Task to carry out — Each entry below is to be reproduced exactly, though any pictures it holds must be omitted.

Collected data

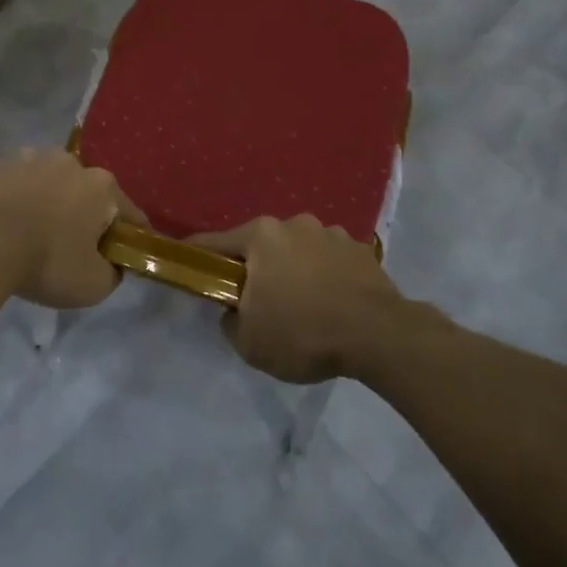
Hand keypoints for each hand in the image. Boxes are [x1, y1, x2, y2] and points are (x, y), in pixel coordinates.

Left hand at [0, 149, 144, 308]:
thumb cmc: (48, 261)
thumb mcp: (93, 285)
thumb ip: (113, 274)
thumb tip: (113, 264)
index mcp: (103, 186)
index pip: (130, 213)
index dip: (130, 236)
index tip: (123, 255)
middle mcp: (74, 162)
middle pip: (89, 193)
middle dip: (86, 215)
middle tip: (74, 247)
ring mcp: (35, 157)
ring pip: (53, 183)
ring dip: (52, 201)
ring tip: (36, 232)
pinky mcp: (2, 164)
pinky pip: (21, 183)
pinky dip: (21, 198)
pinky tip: (11, 222)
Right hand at [190, 215, 401, 382]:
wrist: (378, 335)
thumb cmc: (303, 333)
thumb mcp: (250, 343)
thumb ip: (230, 322)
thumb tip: (234, 310)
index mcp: (260, 236)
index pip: (214, 242)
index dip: (198, 256)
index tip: (188, 265)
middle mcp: (293, 224)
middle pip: (261, 245)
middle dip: (256, 268)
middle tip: (259, 301)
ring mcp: (330, 232)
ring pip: (298, 250)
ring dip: (294, 269)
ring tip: (304, 305)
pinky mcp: (359, 249)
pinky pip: (330, 260)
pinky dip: (325, 275)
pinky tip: (332, 303)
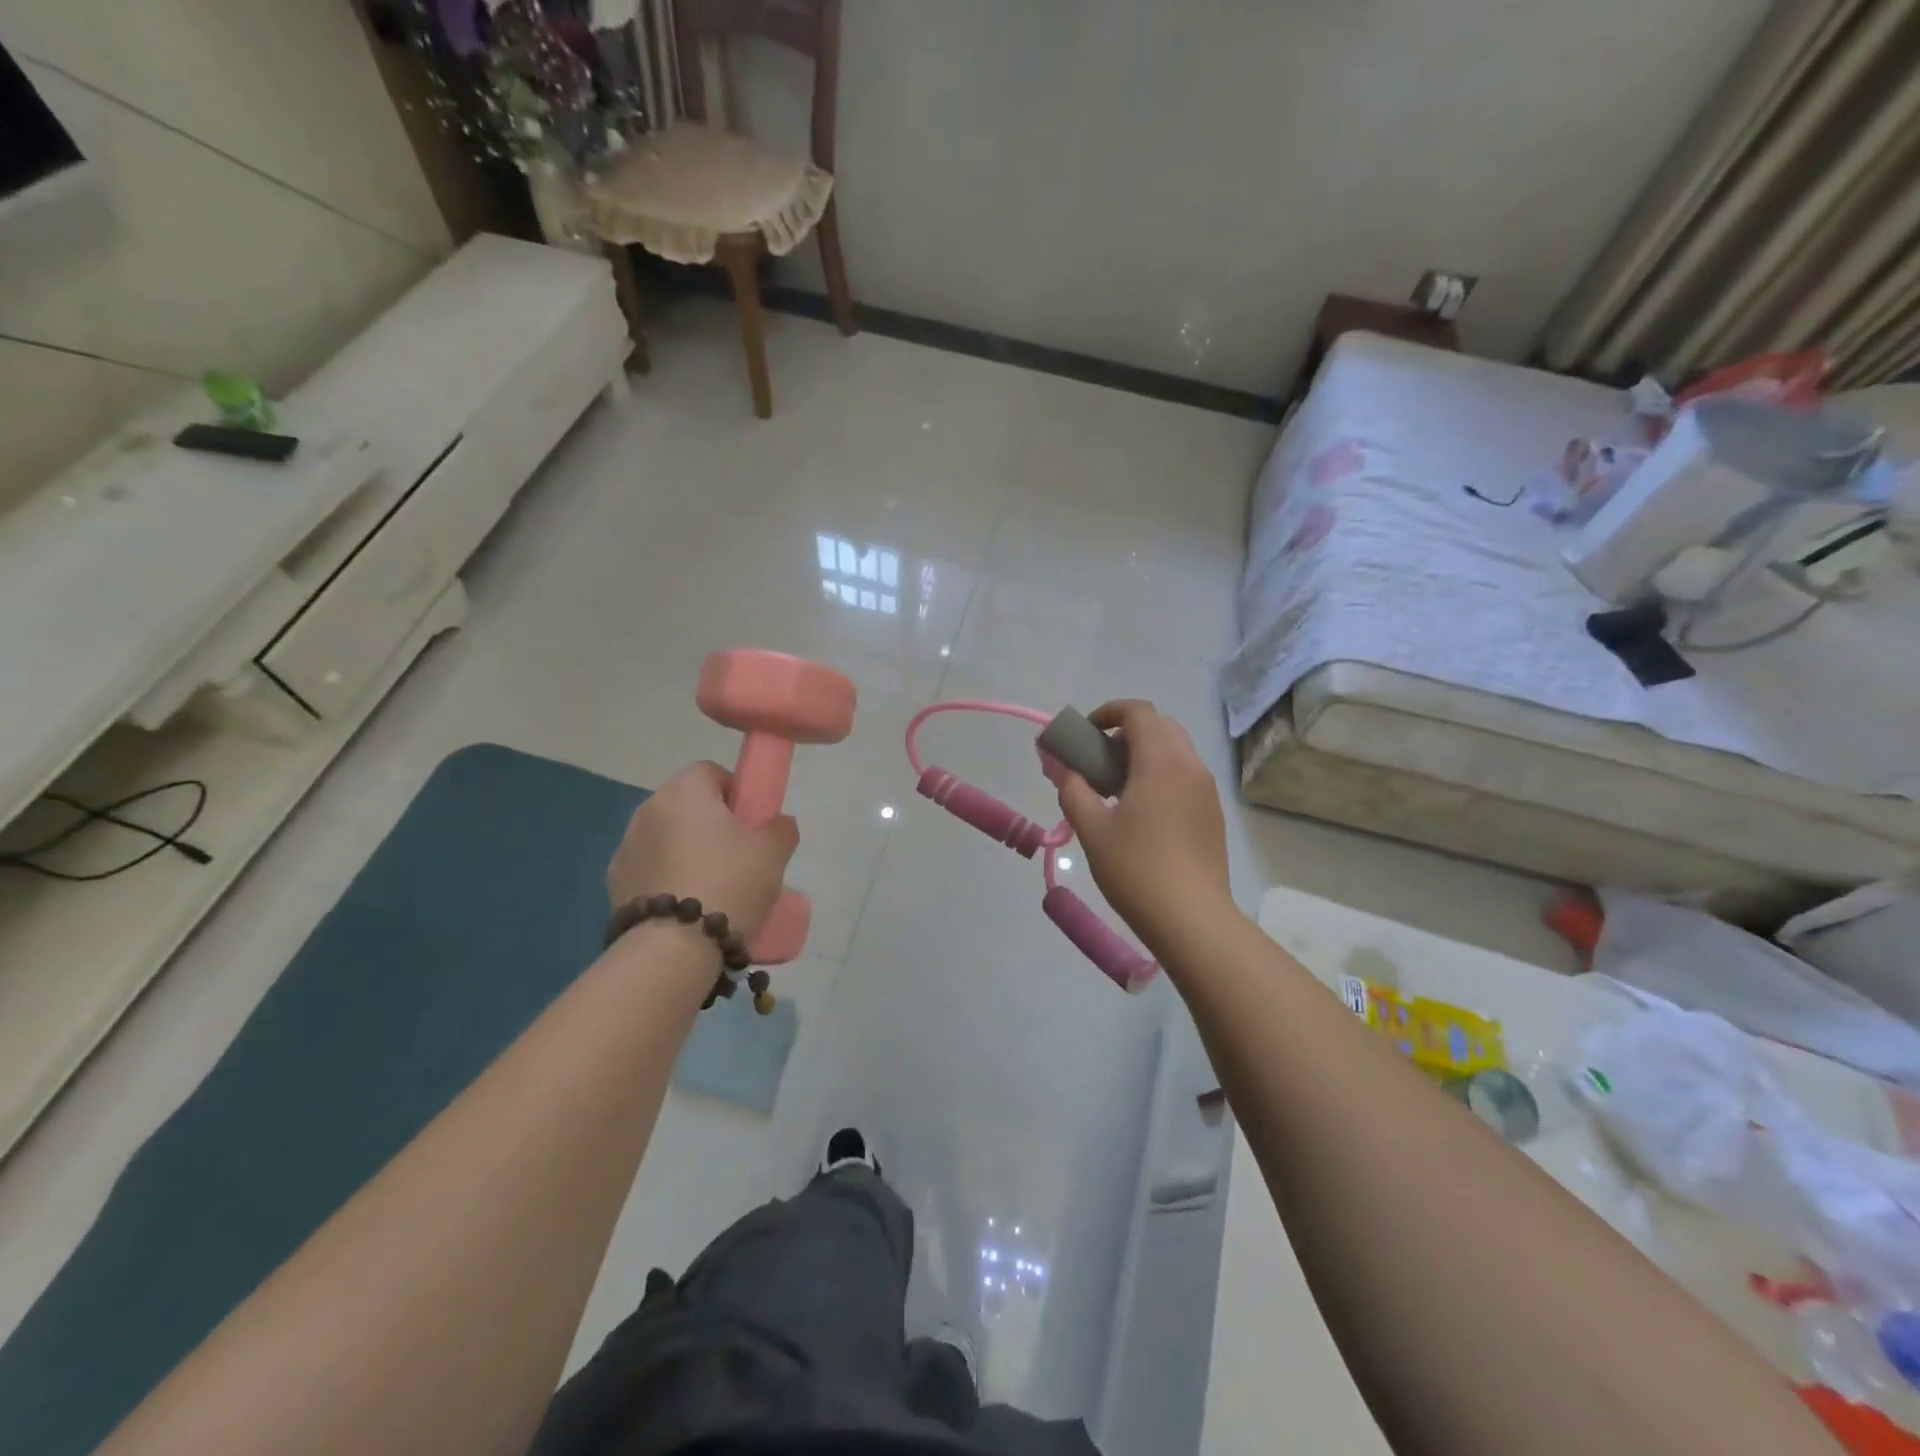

Written reply —
Hand keypoints for each hand in the image. Boxes are [x1, y1, x2, y2] and points are (x, y), in pixel coordinates.

Left hand at [0, 149, 144, 308]:
thumb cmc: (48, 261)
thumb mcp: (93, 285)
thumb ip: (113, 274)
thumb tip: (113, 264)
index mcp: (103, 186)
index pip: (130, 213)
index dip: (130, 236)
index tip: (123, 255)
middle mcp: (74, 162)
middle pip: (89, 193)
middle dip: (86, 215)
middle tip: (74, 247)
ring mcp: (35, 157)
ring pip: (53, 183)
ring dip: (52, 201)
ring tip: (36, 232)
pinky mcp: (2, 164)
pinky pip: (21, 183)
pinky dip: (21, 198)
pinky tip: (11, 222)
Right hand at [190, 215, 401, 382]:
wrist: (378, 335)
thumb cmc: (303, 333)
thumb mcp: (250, 343)
thumb ip: (230, 322)
thumb tip: (234, 310)
index mcp: (260, 236)
index pip: (214, 242)
index dip: (198, 256)
index tip: (188, 265)
middle mcp: (293, 224)
middle pip: (261, 245)
middle dip: (256, 268)
middle tip: (259, 301)
ring mcp: (330, 232)
ring pip: (298, 250)
ring dip: (294, 269)
ring tip: (304, 305)
pinky mcp: (359, 249)
pinky pip: (330, 260)
pinky dip: (325, 275)
pinky tip: (332, 303)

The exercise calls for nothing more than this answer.